Alyssa Bisanz has not only marched to a different drumbeat all her life, she has created her own drum corps.

As a 12-year-old discouraged by not being old enough to volunteer at a hospital, she started her own volunteer organization and nurtured it into a still-thriving group.

At 15, touched by the tragedy of Hurricane Katrina, she used her birthday cash to compile disaster preparedness information kits for 500 neighbors.

Now 20, the ASU junior’s remarkable commitment to action has helped her win a Truman Scholarship, the nation’s highest undergraduate leadership award. The $30,000 award is given to about 65 college juniors each year who show outstanding leadership potential, intellectual ability and the likelihood of “making a difference” in a career in public service.

A political science major, Bisanz said she hopes to use the award to attend a joint law degree and social work master’s program at Columbia, New York University, Fordham or UC Berkeley. As a student of Hispanic descent, she wants to return to Arizona to address the dismal high school drop-out problem, particularly among minorities. 

“I am concerned that more than half of minority youth do not graduate,” Bisanz said. “For me, this is more than a statistic. It characterizes the people I love the most, my family. While I’ll be the second in my mother’s family to receive a college degree, I am first and foremost a role model for my young brother and 11 cousins.”

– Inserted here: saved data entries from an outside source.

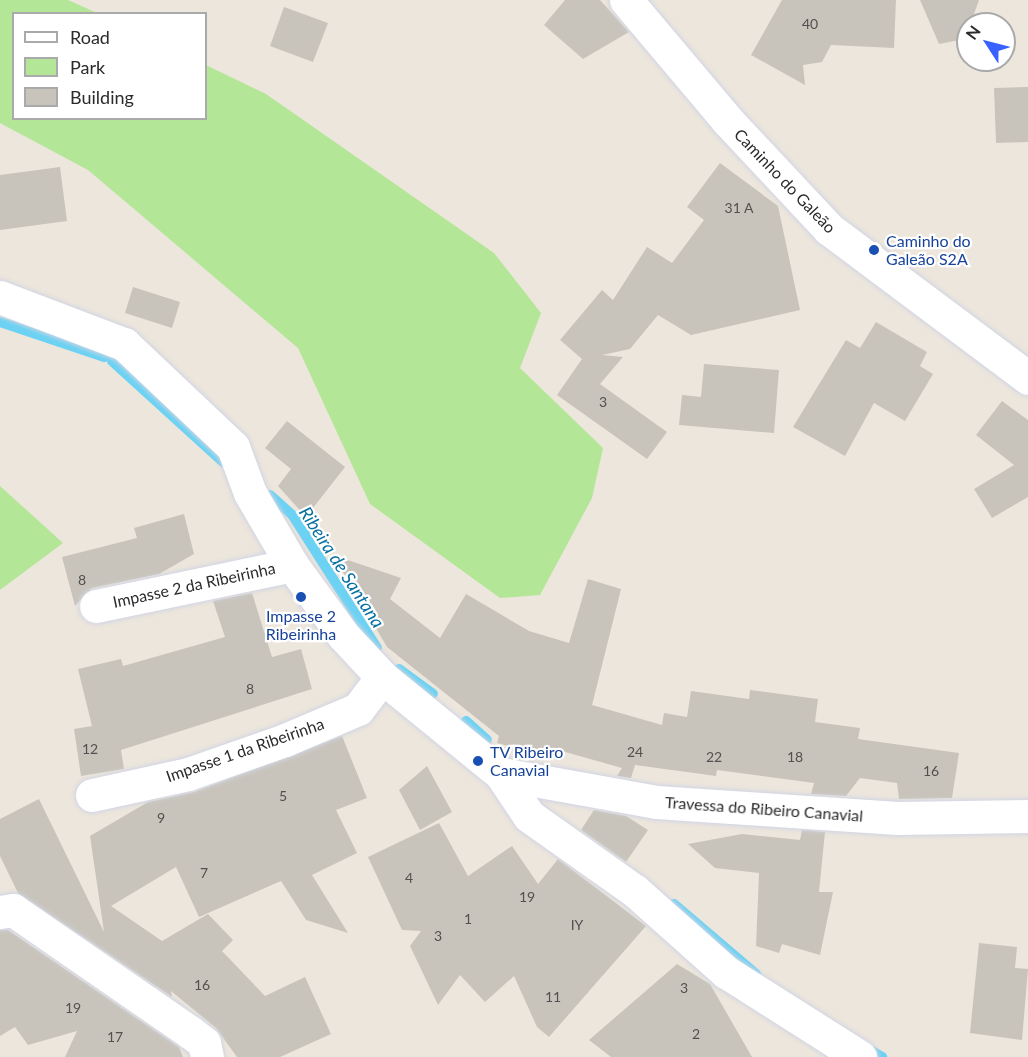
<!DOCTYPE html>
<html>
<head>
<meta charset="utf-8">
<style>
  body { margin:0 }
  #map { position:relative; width:1028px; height:1057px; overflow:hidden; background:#ede6dc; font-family:Lato,sans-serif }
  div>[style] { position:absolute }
  .green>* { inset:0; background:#b3e697 }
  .stream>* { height:10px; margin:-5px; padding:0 5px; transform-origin:5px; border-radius:5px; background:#6cd2f3 }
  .building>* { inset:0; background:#c9c4bb }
  .roads { filter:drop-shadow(0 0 2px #d1d5e4) drop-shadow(0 0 2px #d1d5e4) }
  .minor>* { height:33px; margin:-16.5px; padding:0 16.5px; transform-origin:16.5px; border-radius:16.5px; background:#fff }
  .dots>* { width:16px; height:16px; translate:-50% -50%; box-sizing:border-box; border:3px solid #fff; border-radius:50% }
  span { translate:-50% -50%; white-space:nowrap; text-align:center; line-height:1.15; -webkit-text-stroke:4.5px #fff; paint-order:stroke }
  .number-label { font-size:14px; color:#52514f }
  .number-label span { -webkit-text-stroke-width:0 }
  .street-label { font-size:16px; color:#2b2b2b }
  .transit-label { font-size:16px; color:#164399 }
  .left { translate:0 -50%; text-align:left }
  .water-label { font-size:18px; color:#0870a1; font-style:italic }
  .legend { position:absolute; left:12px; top:12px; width:195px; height:108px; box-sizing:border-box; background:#fff; border:2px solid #aaa; margin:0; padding:8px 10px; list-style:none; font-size:18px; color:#2b2b2b }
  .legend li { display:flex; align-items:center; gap:12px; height:30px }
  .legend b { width:30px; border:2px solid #aaa }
  .north { position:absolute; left:956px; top:12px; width:60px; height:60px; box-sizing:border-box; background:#fff; border:2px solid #aaa; border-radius:50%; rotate:306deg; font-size:16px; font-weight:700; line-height:24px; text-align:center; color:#2b2b2b }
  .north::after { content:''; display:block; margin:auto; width:21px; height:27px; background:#3861ff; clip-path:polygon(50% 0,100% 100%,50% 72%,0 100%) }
</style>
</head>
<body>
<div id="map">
  <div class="green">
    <i style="clip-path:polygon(0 0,68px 0,97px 13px,14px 14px,14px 118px,206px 118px,206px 65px,266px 94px,494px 253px,541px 313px,520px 368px,603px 448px,592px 498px,540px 595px,500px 598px,370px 504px,298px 348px,88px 170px,0 123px)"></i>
    <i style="clip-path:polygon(0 486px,63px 543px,0 590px)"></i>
  </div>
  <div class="stream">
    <i style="left:0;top:322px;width:110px;rotate:18.6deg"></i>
    <i style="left:112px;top:361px;width:151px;rotate:42.3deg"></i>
    <i style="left:270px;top:495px;width:31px;rotate:42deg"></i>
    <i style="left:293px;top:516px;width:156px;rotate:57.5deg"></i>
    <i style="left:399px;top:669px;width:42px;rotate:36.3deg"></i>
    <i style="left:466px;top:721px;width:28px;rotate:42deg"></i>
    <i style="left:674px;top:904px;width:108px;rotate:40.5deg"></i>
    <i style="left:865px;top:1047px;width:20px;rotate:30deg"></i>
  </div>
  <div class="building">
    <i style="clip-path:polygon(565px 0,600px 0,629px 32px,583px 59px,544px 25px)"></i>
    <i style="clip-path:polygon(782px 0,896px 0,894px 48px,831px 45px,822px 62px,803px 65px,805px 85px,751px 55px)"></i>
    <i style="clip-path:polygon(920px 0,979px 0,965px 39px,939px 44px)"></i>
    <i style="clip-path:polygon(284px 7px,328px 23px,313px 62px,270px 46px)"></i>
    <i style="clip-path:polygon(1028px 87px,1028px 142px,996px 143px,994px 88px)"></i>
    <i style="clip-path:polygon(720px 163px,778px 206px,800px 310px,691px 335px,658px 315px,630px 349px,602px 355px,623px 357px,600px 384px,667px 432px,647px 459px,557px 395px,582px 359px,560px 340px,602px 290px,613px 300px,647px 247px,672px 263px,704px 220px,687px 207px)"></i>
    <i style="clip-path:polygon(60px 167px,67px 221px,0 230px,0 175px)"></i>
    <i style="clip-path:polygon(133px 287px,180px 302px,172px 328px,125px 313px)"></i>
    <i style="clip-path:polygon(876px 322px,927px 352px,920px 366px,933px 374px,905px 421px,874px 403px,845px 456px,793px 427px,846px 340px,860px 348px)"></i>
    <i style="clip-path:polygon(704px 364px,779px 370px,774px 433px,679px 425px,682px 395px,701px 397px)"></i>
    <i style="clip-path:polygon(1002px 401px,1028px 420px,1028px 497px,992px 518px,974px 489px,1014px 465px,976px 435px)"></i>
    <i style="clip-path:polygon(287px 421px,345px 467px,306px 517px,278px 486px,291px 469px,265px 448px)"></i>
    <i style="clip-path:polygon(184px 514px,194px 554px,159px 574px,92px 588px,75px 606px,62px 557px,137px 538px,134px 528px)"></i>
    <i style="clip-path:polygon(333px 555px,401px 578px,390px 599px,440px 638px,466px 594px,529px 631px,569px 643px,588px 579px,621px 589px,592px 705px,662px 725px,664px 713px,687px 717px,691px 691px,749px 699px,750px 690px,818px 699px,815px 722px,860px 728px,858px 739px,959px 753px,952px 798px,899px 799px,897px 783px,860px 778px,846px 796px,811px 794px,814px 783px,717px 770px,716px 776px,635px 765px,631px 778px,617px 776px,622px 768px,544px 746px,541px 755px,497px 743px,499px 736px,387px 647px)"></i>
    <i style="clip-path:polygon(252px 593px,272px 657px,301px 649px,312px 689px,121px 750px,124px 769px,81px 776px,74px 729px,92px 726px,78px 669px,121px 659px,123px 666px,225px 637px,213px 601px)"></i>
    <i style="clip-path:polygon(342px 736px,367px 798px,336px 810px,357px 853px,312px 875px,348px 933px,306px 920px,281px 881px,199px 917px,176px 867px,111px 906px,162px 941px,208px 914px,233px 940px,222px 951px,265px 996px,305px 977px,331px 1034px,280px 1057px,237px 1057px,216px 1028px,171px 991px,172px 997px,18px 893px,0 856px,0 819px,39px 799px,104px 932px,90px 836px,148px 802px,194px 792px)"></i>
    <i style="clip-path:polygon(427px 766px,452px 812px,420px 830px,399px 790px)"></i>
    <i style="clip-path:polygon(594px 810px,626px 816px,648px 830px,626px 862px,581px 830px)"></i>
    <i style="clip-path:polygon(439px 823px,468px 876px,512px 846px,538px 884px,558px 859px,646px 926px,549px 1037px,537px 1027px,514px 976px,485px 1002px,460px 975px,438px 1005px,410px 946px,421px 931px,402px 930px,368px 857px)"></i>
    <i style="clip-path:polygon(802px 830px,825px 832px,819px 892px,833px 892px,820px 955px,782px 944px,779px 953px,756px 946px,759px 873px,715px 868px,688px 844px,742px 834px,800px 840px)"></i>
    <i style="clip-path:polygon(0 930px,8px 930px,179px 1047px,183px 1057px,65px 1057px,77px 1031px,28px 1045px,15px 1027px,0 1036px)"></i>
    <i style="clip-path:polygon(979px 943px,1017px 947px,1015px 968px,1028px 969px,1022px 1040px,970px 1033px)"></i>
    <i style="clip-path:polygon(677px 964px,710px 984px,752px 1057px,611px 1057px,589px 1040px)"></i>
  </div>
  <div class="roads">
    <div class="minor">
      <i style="left:626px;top:0;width:157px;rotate:49.9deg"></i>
      <i style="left:727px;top:120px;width:149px;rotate:46.9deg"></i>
      <i style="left:829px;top:229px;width:249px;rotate:36.8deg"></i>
      <i style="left:0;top:297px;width:133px;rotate:20.8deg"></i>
      <i style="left:124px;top:344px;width:150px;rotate:43.4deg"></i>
      <i style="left:233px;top:447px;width:49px;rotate:69.7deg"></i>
      <i style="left:250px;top:493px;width:83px;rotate:59.7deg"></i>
      <i style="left:292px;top:565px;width:87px;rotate:53.9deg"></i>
      <i style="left:343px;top:635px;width:57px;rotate:47.1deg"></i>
      <i style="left:382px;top:677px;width:154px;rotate:39.2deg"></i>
      <i style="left:501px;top:774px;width:50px;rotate:56.3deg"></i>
      <i style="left:529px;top:816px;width:130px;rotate:35.3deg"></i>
      <i style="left:635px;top:891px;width:122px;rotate:41.7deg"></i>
      <i style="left:726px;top:972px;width:159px;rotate:32.4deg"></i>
      <i style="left:96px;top:606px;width:200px;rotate:-11.8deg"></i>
      <i style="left:501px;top:774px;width:158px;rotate:10.2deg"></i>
      <i style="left:656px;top:802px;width:242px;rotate:3.8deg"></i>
      <i style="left:897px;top:818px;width:131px;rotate:-0.9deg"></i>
      <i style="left:92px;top:795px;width:98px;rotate:-12.3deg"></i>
      <i style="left:188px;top:774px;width:103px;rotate:-19.3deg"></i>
      <i style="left:285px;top:740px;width:79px;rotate:-23deg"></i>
      <i style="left:358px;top:709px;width:40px;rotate:-53deg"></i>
      <i style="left:0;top:912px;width:13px;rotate:-9deg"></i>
      <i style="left:13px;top:910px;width:215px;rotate:34.6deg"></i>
      <i style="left:190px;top:1032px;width:18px;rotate:38deg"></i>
      <i style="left:204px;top:1043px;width:14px;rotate:78deg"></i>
    </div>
  </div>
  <div class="dots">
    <i style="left:874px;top:250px;background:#1a4fb4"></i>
    <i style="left:301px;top:597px;background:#1a4fb4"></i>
    <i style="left:478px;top:761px;background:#1a4fb4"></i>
  </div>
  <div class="number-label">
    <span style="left:810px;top:24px">40</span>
    <span style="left:739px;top:208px">31 A</span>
    <span style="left:603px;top:402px">3</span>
    <span style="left:82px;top:580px">8</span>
    <span style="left:250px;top:689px">8</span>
    <span style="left:90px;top:749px">12</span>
    <span style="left:635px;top:752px">24</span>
    <span style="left:714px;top:757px">22</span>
    <span style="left:795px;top:757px">18</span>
    <span style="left:931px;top:771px">16</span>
    <span style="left:283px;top:796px">5</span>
    <span style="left:161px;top:818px">9</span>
    <span style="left:204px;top:873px">7</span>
    <span style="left:409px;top:878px">4</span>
    <span style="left:527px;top:897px">19</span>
    <span style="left:468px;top:919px">1</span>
    <span style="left:577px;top:925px">IY</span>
    <span style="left:438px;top:936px">3</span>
    <span style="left:202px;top:985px">16</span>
    <span style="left:684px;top:988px">3</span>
    <span style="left:553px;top:997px">11</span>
    <span style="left:73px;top:1008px">19</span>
    <span style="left:696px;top:1034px">2</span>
    <span style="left:115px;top:1037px">17</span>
  </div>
  <div class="street-label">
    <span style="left:785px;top:181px;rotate:46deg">Caminho do Galeão</span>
    <span style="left:194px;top:585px;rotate:-12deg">Impasse 2 da Ribeirinha</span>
    <span style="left:245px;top:750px;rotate:-19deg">Impasse 1 da Ribeirinha</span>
    <span style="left:764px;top:809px;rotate:4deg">Travessa do Ribeiro Canavial</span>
  </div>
  <div class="transit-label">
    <span class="left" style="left:886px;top:250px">Caminho do<br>Galeão S2A</span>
    <span style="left:301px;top:625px">Impasse 2<br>Ribeirinha</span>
    <span class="left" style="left:490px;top:761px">TV Ribeiro<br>Canavial</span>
  </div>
  <div class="water-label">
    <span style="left:342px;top:567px;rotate:57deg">Ribeira de Santana</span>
  </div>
  <ul class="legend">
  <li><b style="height:8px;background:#fff"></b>Road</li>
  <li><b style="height:16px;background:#b3e697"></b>Park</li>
  <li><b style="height:16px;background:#c9c4bb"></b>Building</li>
  </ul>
  <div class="north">N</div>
</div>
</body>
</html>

Bisanz’s route to public service started when she was in elementary school, gathering magazines from her neighbors and taking them to a local hospital. At 12, she was still too young to be a hospital volunteer. But one February, when she saw a young girl being wheeled into the hospital’s pediatric wing, she swung into action.

She made valentines for her and dozens of other patients, and soon the compassionate youngster recruited other students to help. The effort blossomed when she founded STARS, Students Taking Action and Responsibility through Service.

The organization has an active club at Poston Junior High, and various projects are carried out each year at several local schools. Bisanz thinks community service is a key to getting young students more committed to their education and less likely to drop out.

“STARS is a part of me – it’s one of the cornerstones of my life,” she said. “After graduation, I’d like to professionalize and expand it, as a coalition of leading experts on education policy issues affecting Arizona’s youth.”

Ever a dynamo of volunteer activity, Bisanz logged over 900 hours at the Phoenix Zoo while she was at Dobson High School. A varsity tennis player and honors student, she was on the Governor’s Youth Commission, student chair of the Mesa Service Learning Board and Impact Steering Committee and on the board of directors of the national America’s Promise Alliance.

While at ASU she’s begun grant-writing for national non-profit groups. She’s also been a Capitol Scholar, held a dual internship with the College Savings Foundation and State Farm, and been a member of the State Farm Youth Advisory Board. She is enrolled in Barrett, the Honors College and in the College of Liberal Arts and Sciences.

“Perhaps Alyssa’s most distinguishing characteristic is her passion for being an advocate for those causes she believes in,” said Eileen Brill Wagner, non-profit leader who mentored her in the Valley Teen Leadership program. “To be honest, I can’t imagine her choosing any other career but public service. It’s what she was born to do.”

ASU has had 16 Truman Scholars in the past 19 years – one of the best records of any public university. This year The Harry S. Truman Scholarship Foundation selected 60 students among 576 applications from 245 colleges and universities. They will receive their awards in a special ceremony at the Truman Library in Independence, Mo., on May 30.